Meet the newly graduated Earth Jurisprudence practitioners helping a revival to flourish.
“The root causes of the crises facing Africa today, like land grabbing and ecosystem degradation, date back to colonialism and the human-centred thinking that sees us as superior and having rights that override those of other beings”, says Dennis Tabaro.
Dennis, an affable former accountant, did not always see things this way. But over the past three years, he and five other civil society leaders have undergone a transformative training in the philosophy and practice of Earth Jurisprudence that has changed their view.
An eco-centric philosophy of law and governance, Earth Jurisprudence recognises that humans must govern themselves according to the ecological laws and limits of the Earth system, as indigenous peoples have done for millennia.
Blending wilderness experience and written assignments, African and western philosophical and legal traditions, advocacy strategies and practices for reviving indigenous knowledge systems, the three year course Dennis and his fellow participants have undertaken is the first of its kind.
Commended by the UN’s Harmony with Nature Initiative, and developed and led by The Gaia Foundation, the course is helping nurture the African Earth Jurisprudence movement.
Decolonisation
Blessed by Kikuyu, Maasai and Tharakan elders, at the end of July, Africa’s first ever group of Earth Jurisprudence practitioners graduated in a colourful ceremony in the foothills of Mount Kenya.
The graduates are comprised of lawyers, educators, former accountants and civil society leaders from Benin, Kenya, Ethiopia, Uganda, South Africa and Zimbabwe. Each of them has taken a profound personal journey ‘back to roots’, returning to their rural childhood homes to reconnect with their community lands, elders and a body of traditional knowledge they had left behind.
“We are all born barefoot lawyers for the Earth, but as we grow up we become so consumed by the so-called modern world, by the city, that we easily forget. As Africans many of us are born in communities that are embedded in Nature. This course has helped me to become myself again”, says Fassil Gebeyehu, one of the new graduates from Ethiopia.
This de-colonising process is an integral part of the course. It aims to give practitioners an opportunity to re-appreciate ecological place-based knowledge and spirituality that have been demonised by, amongst others, colonists, missionaries and multinationals.

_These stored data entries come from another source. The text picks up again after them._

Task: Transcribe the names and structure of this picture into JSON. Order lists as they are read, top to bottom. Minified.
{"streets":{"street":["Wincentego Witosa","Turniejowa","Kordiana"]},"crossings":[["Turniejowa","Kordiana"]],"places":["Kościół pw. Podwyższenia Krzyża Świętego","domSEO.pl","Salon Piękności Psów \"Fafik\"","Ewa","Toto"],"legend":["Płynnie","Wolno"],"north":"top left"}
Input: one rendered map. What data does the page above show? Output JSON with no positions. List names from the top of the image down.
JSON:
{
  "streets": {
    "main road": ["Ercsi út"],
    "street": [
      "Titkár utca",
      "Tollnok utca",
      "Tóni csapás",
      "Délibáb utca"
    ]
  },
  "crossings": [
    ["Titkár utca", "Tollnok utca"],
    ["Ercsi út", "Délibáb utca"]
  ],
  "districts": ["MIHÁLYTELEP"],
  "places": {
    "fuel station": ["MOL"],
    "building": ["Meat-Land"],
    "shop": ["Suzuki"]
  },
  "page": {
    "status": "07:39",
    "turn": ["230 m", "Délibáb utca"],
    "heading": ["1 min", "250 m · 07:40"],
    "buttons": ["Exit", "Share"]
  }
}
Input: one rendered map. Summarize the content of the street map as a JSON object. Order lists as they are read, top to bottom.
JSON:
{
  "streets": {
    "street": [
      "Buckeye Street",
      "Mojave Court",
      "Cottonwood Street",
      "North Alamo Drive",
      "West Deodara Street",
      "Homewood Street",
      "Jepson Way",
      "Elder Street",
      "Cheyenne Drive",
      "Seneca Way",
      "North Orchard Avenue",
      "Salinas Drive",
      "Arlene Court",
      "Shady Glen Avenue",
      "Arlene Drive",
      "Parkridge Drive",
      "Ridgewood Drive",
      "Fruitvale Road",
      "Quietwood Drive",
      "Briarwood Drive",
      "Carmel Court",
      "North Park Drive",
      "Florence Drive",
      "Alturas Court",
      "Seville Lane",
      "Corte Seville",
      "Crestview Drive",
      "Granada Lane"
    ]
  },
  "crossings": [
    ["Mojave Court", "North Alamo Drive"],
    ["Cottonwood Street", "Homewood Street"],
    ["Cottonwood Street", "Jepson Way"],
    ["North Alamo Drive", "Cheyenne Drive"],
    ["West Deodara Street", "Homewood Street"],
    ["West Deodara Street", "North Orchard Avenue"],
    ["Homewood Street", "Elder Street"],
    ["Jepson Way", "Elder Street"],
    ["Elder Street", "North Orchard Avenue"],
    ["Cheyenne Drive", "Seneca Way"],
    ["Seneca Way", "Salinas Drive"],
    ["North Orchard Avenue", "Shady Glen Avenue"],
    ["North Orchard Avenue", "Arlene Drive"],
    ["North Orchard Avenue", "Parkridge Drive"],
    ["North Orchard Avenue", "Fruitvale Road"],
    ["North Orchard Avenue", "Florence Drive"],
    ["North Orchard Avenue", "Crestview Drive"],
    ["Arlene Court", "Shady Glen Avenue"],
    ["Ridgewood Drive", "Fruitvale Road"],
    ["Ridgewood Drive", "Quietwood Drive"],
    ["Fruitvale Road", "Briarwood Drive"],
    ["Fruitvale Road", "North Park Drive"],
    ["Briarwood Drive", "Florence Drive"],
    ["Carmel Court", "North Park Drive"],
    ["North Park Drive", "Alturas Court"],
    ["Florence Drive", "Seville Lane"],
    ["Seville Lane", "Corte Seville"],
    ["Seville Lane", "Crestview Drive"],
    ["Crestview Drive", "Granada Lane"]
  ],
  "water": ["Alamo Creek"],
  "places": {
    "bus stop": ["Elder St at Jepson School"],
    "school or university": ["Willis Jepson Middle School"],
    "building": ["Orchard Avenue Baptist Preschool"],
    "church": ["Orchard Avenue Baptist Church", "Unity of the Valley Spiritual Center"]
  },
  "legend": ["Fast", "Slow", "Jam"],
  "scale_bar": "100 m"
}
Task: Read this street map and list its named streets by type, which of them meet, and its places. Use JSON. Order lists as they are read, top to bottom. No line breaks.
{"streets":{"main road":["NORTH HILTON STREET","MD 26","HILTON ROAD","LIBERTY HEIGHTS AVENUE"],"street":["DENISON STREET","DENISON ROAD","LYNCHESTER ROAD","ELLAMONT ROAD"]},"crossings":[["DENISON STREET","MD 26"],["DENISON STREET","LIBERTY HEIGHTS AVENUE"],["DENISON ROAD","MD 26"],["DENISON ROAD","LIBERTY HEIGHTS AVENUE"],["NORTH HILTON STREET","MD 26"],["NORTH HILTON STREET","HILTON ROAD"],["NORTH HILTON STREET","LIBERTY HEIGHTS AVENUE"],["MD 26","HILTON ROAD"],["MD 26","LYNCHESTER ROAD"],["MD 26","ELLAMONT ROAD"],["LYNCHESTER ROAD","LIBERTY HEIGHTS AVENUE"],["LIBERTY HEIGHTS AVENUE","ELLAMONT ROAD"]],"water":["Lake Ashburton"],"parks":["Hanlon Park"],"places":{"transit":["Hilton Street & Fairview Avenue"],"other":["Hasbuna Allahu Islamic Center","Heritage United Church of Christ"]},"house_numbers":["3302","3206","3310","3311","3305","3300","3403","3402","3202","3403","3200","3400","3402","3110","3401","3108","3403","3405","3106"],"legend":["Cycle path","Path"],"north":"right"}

“People in Africa face many challenges in practicing traditional cultures that protect Nature. They are often accused of witchcraft or rejecting modernity. This is a big challenge. But when we see Nature through the eyes of these traditional cultures, this is what brings us back to life”, says Method Gundidza, another graduate.
Long-held and constantly adapted bodies of African traditional ecological knowledge have been severely undermined. Yet they are a source of identity and strength around which communities can organise in challenging times, says Liz Hosken, The Gaia Foundation’s South African Director and co-facilitator of the course.
“The training for Earth Jurisprudence Practitioners responds to the growing realisation in Africa that the continent has a rich cultural heritage of ecologically rooted traditions. We need to draw on these to forge a viable future and deal with climate change and the scramble for land. Traditional African customary laws and governance systems are founded in Earth Jurisprudence. Africa’s heritage is her future”, says Hosken.
Revival
The newly graduated Earth Jurisprudence practitioners are working with communities in six African nations to revive and enhance their traditional ecological knowledge and governance systems, including agroecological farming practices.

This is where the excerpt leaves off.